## Task to carry out
The required result is each line of the entries below containing the string "this".

****************************************

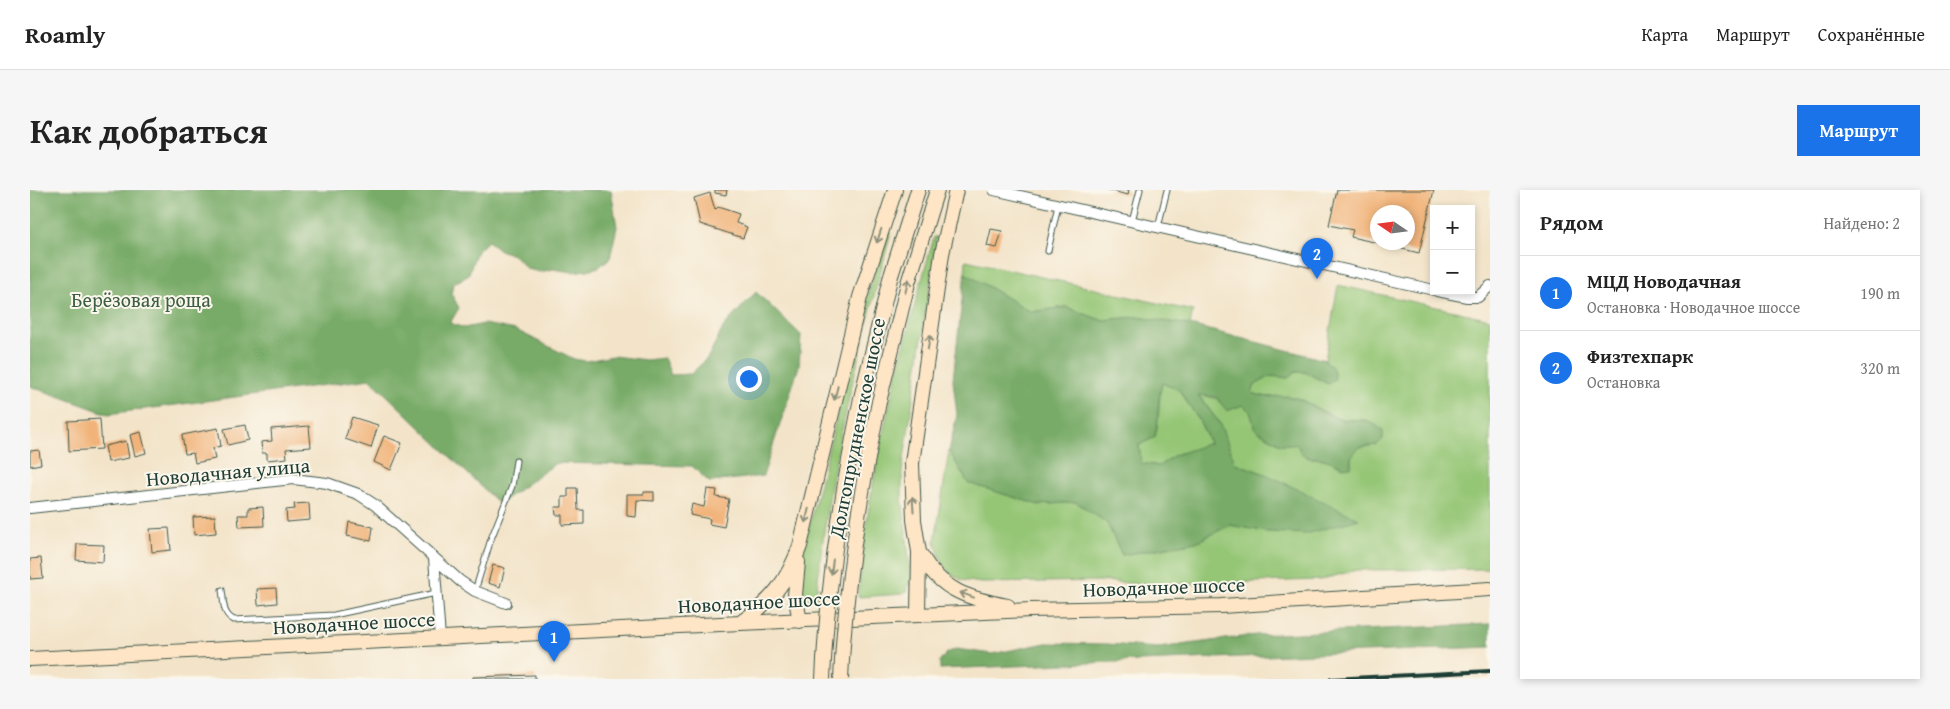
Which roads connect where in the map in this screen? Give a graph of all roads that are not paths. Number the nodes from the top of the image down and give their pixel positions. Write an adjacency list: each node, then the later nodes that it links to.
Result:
1 (895, 190): 18 (street, one-way to 18)
2 (918, 190): 32 (street, Долгопрудненское шоссе, one-way to 32, bridge)
3 (937, 190): 33 (street, Долгопрудненское шоссе, one-way to 3, bridge)
4 (956, 190): 19 (street, one-way to 4)
5 (994, 190): 8 (street)
6 (1140, 190): 10 (lane)
7 (1167, 190): 11 (lane)
8 (1019, 193): 9 (street)
9 (1058, 205): 10 (street); 12 (lane)
10 (1132, 221): 11 (street)
11 (1158, 227): 14 (street)
12 (1048, 251)
13 (1490, 286): 15 (street)
14 (1430, 290)
15 (1464, 295)
16 (516, 461): 23 (lane)
17 (30, 508): 20 (street, Новодачная улица)
18 (800, 546): 28 (street); 29 (street)
19 (919, 552): 26 (street, one-way to 19); 27 (street)
20 (434, 558): 23 (street, Новодачная улица); 24 (street)
21 (1490, 589): 26 (street, Новодачное шоссе)
22 (222, 590): 24 (lane)
23 (474, 591): 25 (street, Новодачная улица)
24 (437, 593): 30 (street)
25 (506, 603)
26 (1031, 610): 27 (street, Новодачное шоссе)
27 (918, 615): 28 (street, Новодачное шоссе)
28 (800, 621): 29 (street, Новодачное шоссе)
29 (740, 623): 30 (street, Новодачное шоссе)
30 (440, 638): 31 (street, Новодачное шоссе)
31 (30, 659)
32 (823, 679)
33 (841, 679)

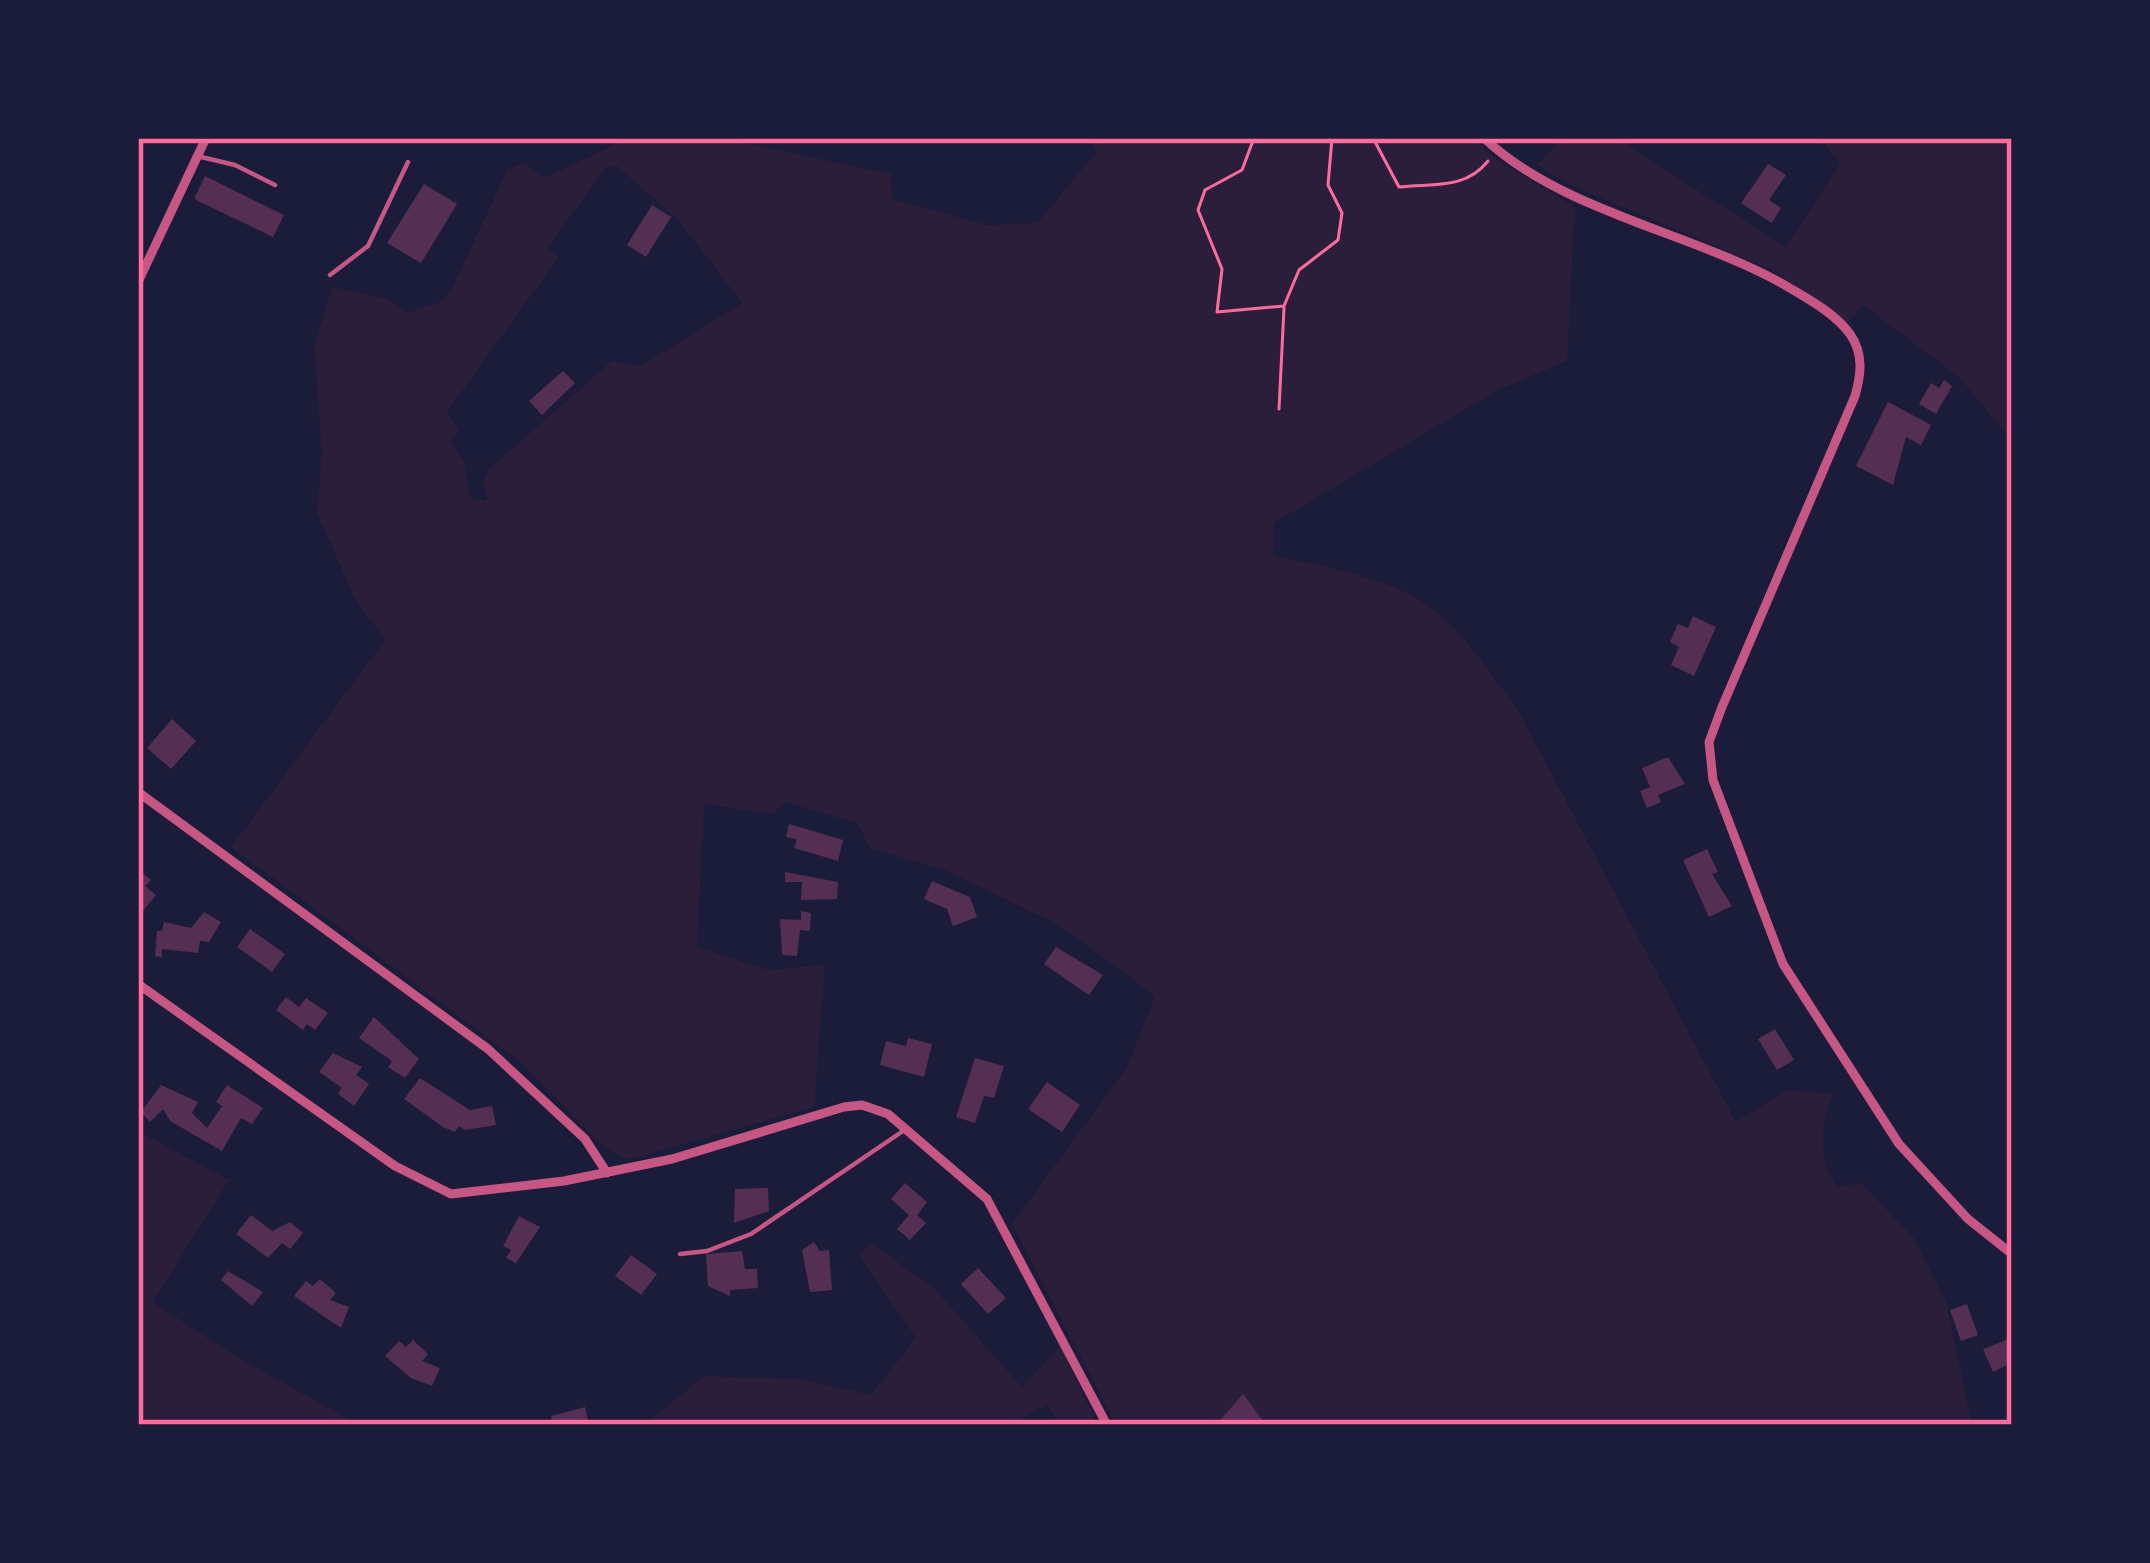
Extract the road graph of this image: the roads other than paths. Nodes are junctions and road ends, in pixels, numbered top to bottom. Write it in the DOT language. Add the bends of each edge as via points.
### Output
graph roads {
  1 [pos="206,138"];
  2 [pos="1484,138"];
  3 [pos="197,156"];
  4 [pos="409,163"];
  5 [pos="275,185"];
  6 [pos="330,275"];
  7 [pos="138,282"];
  8 [pos="138,792"];
  9 [pos="138,983"];
  10 [pos="906,1129"];
  11 [pos="607,1173"];
  12 [pos="680,1253"];
  13 [pos="2012,1254"];
  14 [pos="1107,1425"];
  1 -- 3 [label="street"];
  2 -- 13 [label="street" via="1551,184 1768,276 1836,319 1857,348 1862,374 1855,396 1747,645 1708,758 1783,964 1899,1144"];
  3 -- 5 [label="lane"];
  3 -- 7 [label="street"];
  4 -- 6 [label="lane" via="368,246"];
  8 -- 11 [label="street" via="488,1049 585,1139"];
  9 -- 11 [label="street" via="432,1188 470,1194"];
  10 -- 11 [label="street" via="875,1108 844,1107"];
  10 -- 12 [label="lane" via="751,1234"];
  10 -- 14 [label="street" via="987,1199"];
}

****************************************

## Response area
Which roads connect where in the map in this screen? Give a graph of all roads that are not paths. Number the nodes from the top of the image down and give their pixel positions. Write an adjacency list: each node, then the later nodes that it links to.
Extract the road graph of this image: the roads other than paths. Nodes are junctions and road ends, in pixels, numbered top to bottom. Write it in the DOT language. Add the bends of each edge as via points.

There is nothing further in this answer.